Saved data entries:
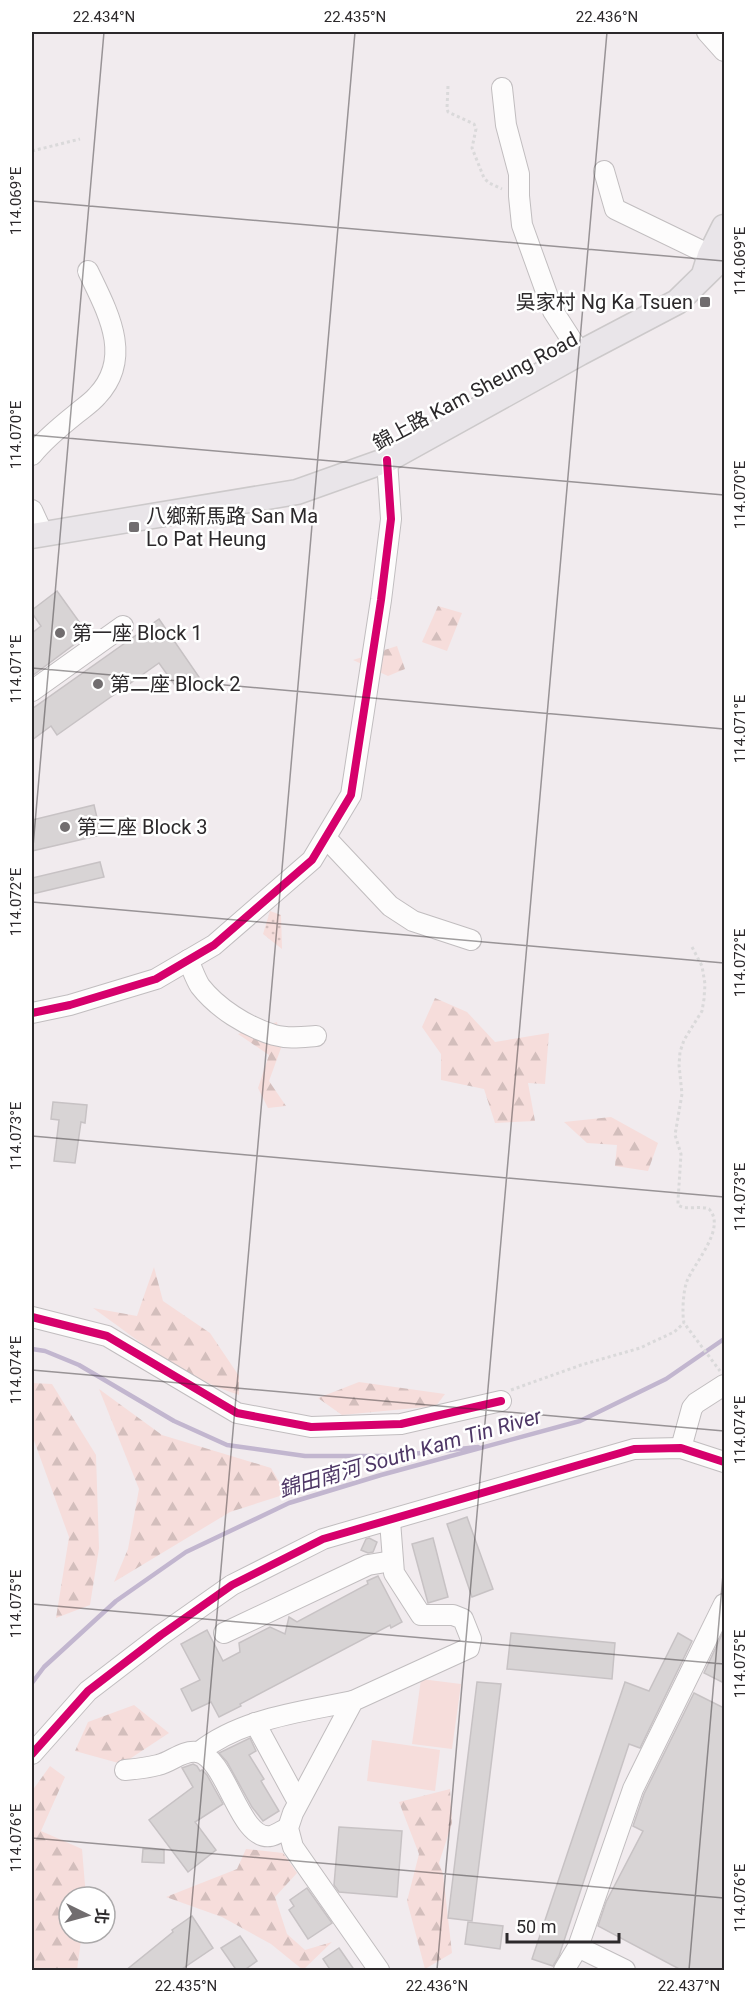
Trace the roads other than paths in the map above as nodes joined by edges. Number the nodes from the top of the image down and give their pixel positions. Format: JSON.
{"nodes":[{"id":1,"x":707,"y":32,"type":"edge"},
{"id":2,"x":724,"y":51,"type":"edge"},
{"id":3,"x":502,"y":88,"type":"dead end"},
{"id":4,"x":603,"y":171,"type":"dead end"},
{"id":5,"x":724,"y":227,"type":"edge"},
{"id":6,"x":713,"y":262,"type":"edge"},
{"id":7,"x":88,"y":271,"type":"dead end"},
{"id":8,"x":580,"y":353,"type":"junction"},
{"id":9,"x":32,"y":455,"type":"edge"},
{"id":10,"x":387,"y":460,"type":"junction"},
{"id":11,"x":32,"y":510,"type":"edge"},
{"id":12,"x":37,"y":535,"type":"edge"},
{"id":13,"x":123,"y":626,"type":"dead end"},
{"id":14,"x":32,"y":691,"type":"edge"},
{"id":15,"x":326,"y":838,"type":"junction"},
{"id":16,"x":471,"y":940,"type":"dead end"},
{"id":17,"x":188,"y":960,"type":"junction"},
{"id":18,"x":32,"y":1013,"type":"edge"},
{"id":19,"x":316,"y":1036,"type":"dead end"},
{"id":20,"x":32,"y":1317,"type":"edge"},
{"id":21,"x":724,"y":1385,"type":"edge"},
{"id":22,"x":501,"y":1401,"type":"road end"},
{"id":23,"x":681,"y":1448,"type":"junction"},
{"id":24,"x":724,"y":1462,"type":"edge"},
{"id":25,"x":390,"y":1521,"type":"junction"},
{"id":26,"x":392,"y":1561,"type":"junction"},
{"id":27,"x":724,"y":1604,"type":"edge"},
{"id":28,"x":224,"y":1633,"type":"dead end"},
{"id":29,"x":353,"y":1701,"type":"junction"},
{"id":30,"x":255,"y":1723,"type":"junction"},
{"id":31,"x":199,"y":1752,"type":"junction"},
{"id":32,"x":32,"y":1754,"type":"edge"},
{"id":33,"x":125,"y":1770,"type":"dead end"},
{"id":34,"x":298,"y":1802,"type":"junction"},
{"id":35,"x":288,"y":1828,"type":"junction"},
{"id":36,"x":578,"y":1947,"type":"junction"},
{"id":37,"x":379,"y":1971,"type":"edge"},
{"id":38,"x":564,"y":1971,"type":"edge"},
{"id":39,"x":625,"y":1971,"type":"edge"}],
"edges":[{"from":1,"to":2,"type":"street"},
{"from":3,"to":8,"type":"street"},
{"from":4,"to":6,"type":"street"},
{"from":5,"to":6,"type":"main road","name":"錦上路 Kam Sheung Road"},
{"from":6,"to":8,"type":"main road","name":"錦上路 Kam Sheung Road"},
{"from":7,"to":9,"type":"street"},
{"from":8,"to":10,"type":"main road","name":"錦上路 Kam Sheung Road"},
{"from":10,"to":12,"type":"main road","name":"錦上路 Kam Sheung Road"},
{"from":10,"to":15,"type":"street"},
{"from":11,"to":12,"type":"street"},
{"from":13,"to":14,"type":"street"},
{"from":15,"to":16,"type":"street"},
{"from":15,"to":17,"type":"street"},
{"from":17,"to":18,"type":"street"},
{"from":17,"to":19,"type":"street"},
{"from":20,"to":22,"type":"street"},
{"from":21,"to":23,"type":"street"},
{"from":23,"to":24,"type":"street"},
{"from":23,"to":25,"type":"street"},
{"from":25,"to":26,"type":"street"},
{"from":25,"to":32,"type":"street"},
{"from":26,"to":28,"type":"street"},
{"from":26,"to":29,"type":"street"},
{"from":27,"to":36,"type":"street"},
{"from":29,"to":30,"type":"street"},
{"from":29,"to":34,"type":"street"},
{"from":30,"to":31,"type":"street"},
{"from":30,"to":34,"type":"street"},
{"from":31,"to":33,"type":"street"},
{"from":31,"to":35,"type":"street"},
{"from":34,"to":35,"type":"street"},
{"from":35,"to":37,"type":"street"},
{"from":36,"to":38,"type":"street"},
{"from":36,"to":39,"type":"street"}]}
* * *
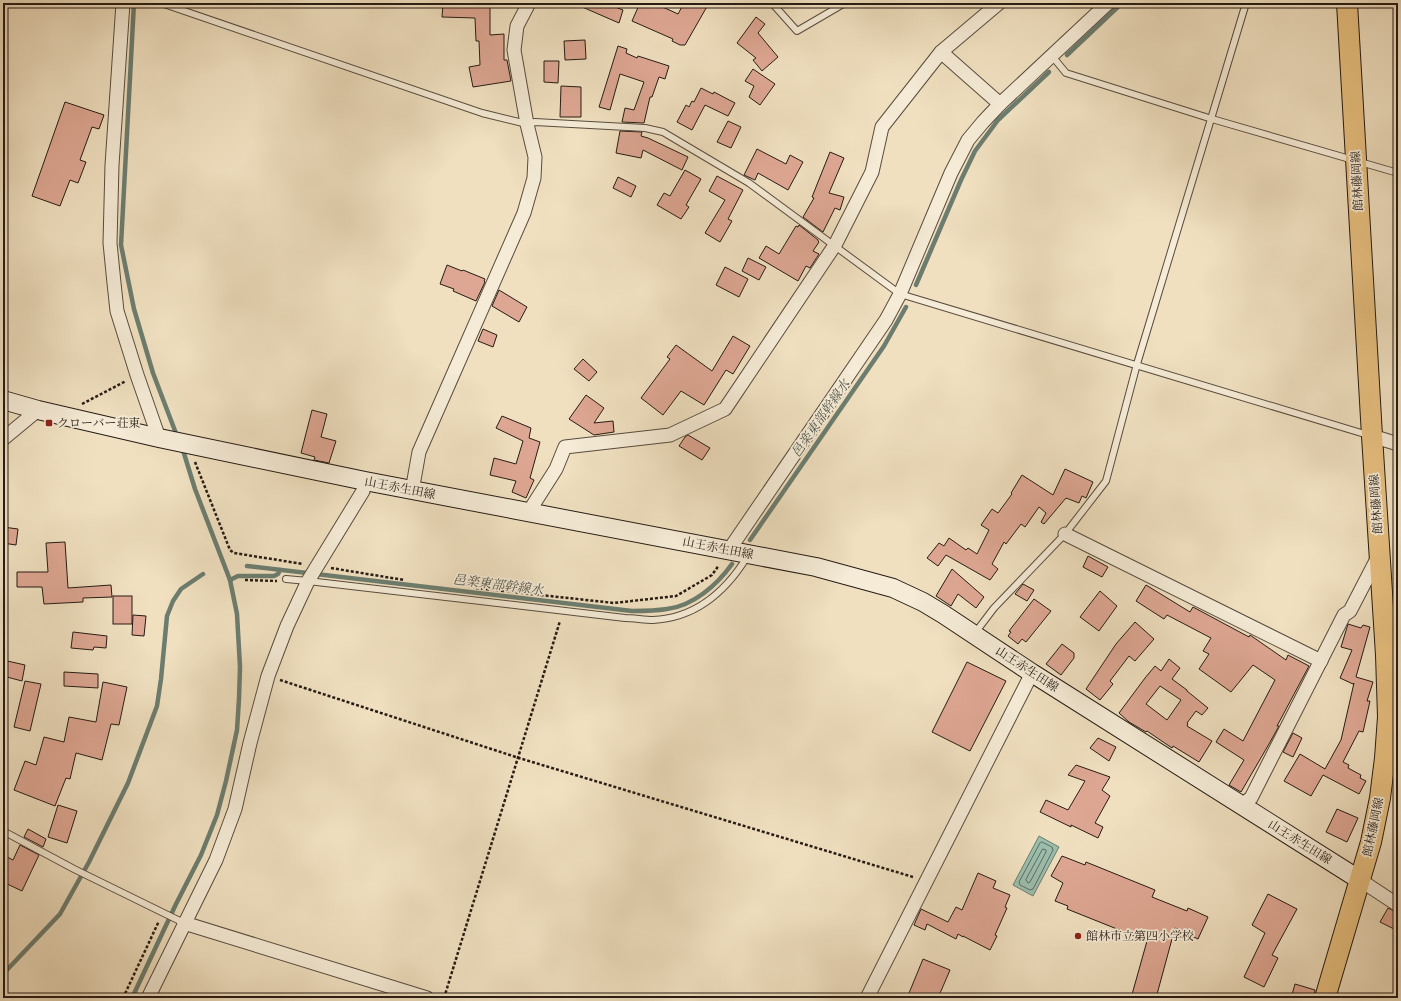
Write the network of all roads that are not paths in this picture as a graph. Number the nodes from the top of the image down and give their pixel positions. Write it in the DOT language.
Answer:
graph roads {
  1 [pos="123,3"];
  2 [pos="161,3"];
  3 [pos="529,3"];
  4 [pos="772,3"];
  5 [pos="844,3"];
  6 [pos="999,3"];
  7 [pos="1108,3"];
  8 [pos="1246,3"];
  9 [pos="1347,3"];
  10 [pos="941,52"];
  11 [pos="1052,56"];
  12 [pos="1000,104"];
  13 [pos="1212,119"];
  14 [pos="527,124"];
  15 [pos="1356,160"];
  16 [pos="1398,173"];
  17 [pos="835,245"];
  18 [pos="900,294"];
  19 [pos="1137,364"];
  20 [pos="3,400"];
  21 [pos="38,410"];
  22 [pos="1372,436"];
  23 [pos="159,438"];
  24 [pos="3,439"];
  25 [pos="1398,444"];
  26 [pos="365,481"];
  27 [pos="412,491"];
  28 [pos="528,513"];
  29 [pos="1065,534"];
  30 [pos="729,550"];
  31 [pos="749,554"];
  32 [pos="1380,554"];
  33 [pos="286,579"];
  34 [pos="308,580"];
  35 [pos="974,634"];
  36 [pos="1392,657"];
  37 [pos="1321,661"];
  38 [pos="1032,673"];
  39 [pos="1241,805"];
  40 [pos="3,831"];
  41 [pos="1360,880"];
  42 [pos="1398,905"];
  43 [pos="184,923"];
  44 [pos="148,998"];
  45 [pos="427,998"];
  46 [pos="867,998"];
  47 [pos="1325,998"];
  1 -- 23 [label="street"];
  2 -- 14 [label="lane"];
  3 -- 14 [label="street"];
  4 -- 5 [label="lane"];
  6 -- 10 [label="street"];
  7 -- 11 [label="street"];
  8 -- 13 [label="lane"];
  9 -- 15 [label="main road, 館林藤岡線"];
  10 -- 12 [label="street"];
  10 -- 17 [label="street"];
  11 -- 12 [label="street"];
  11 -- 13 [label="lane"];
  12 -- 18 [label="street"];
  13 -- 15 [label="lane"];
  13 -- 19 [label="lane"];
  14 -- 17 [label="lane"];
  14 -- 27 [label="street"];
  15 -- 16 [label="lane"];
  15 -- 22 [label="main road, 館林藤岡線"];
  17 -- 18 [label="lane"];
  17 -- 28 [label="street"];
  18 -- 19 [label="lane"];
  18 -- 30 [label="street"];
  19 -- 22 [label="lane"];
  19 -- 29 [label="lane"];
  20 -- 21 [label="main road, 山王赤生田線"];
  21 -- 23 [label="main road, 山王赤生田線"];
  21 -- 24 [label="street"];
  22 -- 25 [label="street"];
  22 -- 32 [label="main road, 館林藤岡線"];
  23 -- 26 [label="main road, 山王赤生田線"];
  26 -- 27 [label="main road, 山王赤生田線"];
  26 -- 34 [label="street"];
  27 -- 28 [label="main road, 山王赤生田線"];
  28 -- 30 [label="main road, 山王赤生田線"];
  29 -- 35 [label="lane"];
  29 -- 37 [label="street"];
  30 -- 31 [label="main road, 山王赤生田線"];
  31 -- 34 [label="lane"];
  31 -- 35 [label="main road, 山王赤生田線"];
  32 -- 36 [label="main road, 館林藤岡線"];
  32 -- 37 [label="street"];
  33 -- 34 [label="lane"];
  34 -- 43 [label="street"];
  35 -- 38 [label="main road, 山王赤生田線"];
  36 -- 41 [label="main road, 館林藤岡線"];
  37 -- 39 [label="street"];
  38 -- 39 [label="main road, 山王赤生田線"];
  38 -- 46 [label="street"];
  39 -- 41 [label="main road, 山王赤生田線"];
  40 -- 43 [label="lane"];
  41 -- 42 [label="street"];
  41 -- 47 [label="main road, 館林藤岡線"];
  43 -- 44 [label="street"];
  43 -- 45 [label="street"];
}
...
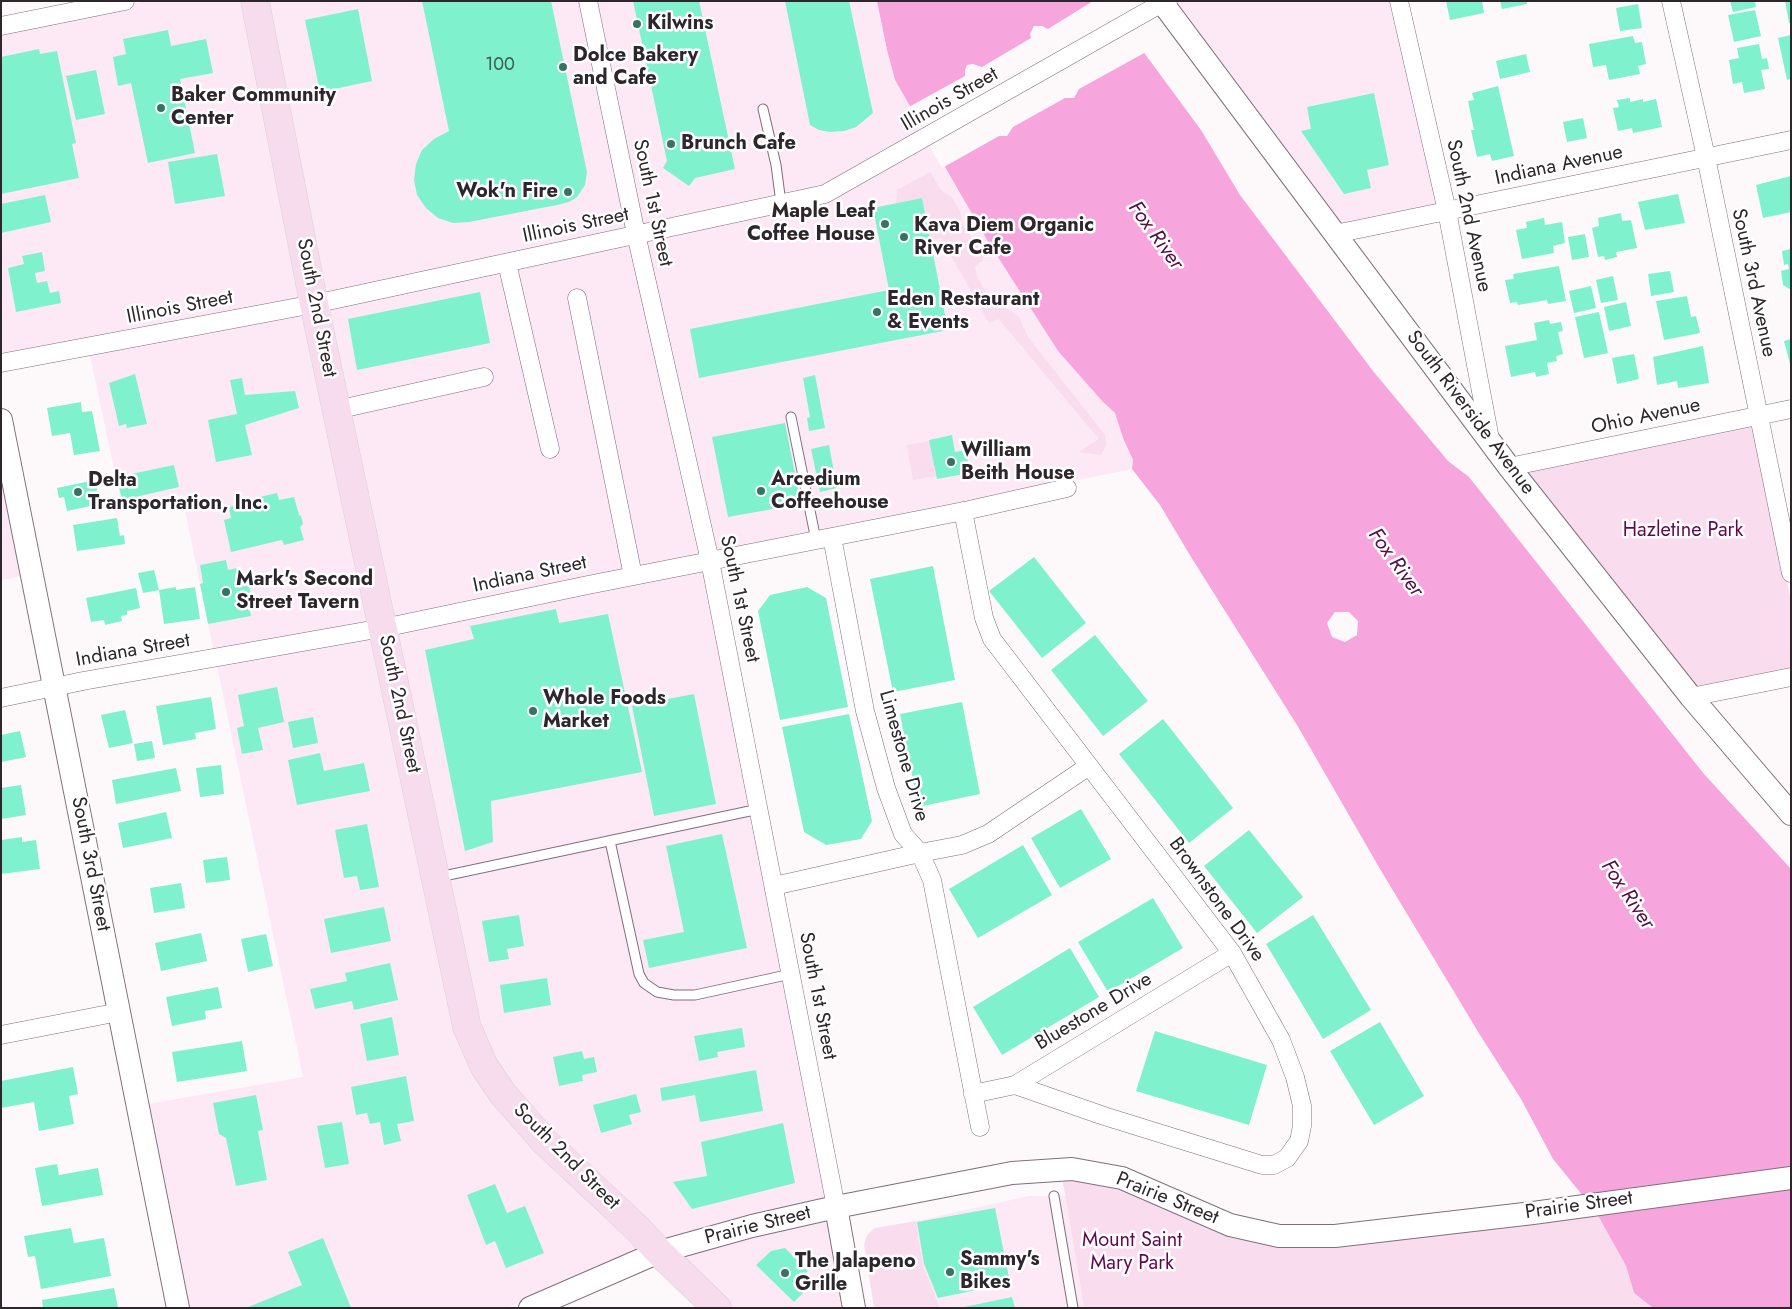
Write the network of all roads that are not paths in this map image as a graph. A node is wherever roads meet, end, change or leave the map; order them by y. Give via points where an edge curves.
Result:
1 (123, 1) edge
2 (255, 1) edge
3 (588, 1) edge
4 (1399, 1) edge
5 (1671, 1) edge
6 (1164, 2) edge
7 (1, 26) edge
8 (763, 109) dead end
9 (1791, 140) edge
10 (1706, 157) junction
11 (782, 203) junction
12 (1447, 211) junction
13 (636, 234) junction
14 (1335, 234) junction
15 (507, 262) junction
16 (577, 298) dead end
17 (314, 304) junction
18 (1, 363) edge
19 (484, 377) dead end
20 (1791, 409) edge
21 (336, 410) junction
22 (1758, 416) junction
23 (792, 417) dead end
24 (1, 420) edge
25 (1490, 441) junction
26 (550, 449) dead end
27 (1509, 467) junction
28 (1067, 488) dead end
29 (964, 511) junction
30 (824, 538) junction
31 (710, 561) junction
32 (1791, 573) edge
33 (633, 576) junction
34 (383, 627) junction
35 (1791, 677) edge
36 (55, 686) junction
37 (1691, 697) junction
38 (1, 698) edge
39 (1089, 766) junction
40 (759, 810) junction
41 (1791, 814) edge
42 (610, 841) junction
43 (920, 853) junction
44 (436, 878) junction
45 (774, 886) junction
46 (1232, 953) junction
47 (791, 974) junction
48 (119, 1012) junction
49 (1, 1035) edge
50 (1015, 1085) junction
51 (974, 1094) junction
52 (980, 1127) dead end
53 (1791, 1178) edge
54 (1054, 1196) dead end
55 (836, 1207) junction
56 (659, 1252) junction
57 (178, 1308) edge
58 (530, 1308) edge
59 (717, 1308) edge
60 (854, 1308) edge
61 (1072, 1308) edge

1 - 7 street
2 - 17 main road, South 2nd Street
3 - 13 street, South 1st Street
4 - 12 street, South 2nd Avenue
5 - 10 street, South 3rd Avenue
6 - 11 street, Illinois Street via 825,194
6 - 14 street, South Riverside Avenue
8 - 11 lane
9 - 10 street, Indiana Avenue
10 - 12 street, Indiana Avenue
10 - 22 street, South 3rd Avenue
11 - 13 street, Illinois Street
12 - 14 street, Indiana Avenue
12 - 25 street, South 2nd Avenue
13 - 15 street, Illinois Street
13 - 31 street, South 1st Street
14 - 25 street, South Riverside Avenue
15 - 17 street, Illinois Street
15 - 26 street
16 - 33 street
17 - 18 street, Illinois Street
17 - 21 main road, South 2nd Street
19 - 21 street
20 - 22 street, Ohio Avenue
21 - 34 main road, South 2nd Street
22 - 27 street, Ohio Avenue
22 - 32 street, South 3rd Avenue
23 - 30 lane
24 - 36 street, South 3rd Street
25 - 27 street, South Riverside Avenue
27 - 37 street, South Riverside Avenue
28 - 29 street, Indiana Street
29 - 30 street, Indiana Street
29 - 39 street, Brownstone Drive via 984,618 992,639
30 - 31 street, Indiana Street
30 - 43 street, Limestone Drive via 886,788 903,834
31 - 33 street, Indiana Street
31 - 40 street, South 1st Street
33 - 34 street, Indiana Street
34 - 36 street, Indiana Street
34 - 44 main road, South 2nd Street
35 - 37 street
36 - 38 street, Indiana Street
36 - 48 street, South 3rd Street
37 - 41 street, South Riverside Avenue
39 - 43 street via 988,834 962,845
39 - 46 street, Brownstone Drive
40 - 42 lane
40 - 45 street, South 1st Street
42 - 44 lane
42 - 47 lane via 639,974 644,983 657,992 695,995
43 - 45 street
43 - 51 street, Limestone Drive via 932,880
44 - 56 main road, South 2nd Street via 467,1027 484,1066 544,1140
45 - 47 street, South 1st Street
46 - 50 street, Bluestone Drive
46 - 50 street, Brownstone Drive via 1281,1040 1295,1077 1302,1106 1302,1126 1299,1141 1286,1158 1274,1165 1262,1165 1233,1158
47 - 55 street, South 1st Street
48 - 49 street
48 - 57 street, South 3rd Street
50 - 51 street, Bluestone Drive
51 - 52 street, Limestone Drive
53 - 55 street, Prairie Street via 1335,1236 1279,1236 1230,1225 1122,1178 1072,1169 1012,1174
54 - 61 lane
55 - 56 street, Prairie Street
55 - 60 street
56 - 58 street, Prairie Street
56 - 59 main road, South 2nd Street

## What is being asked:
Count up the lines in the entries that hold "館林藤岡線", and respond with that count and no other text.

## Response below:
6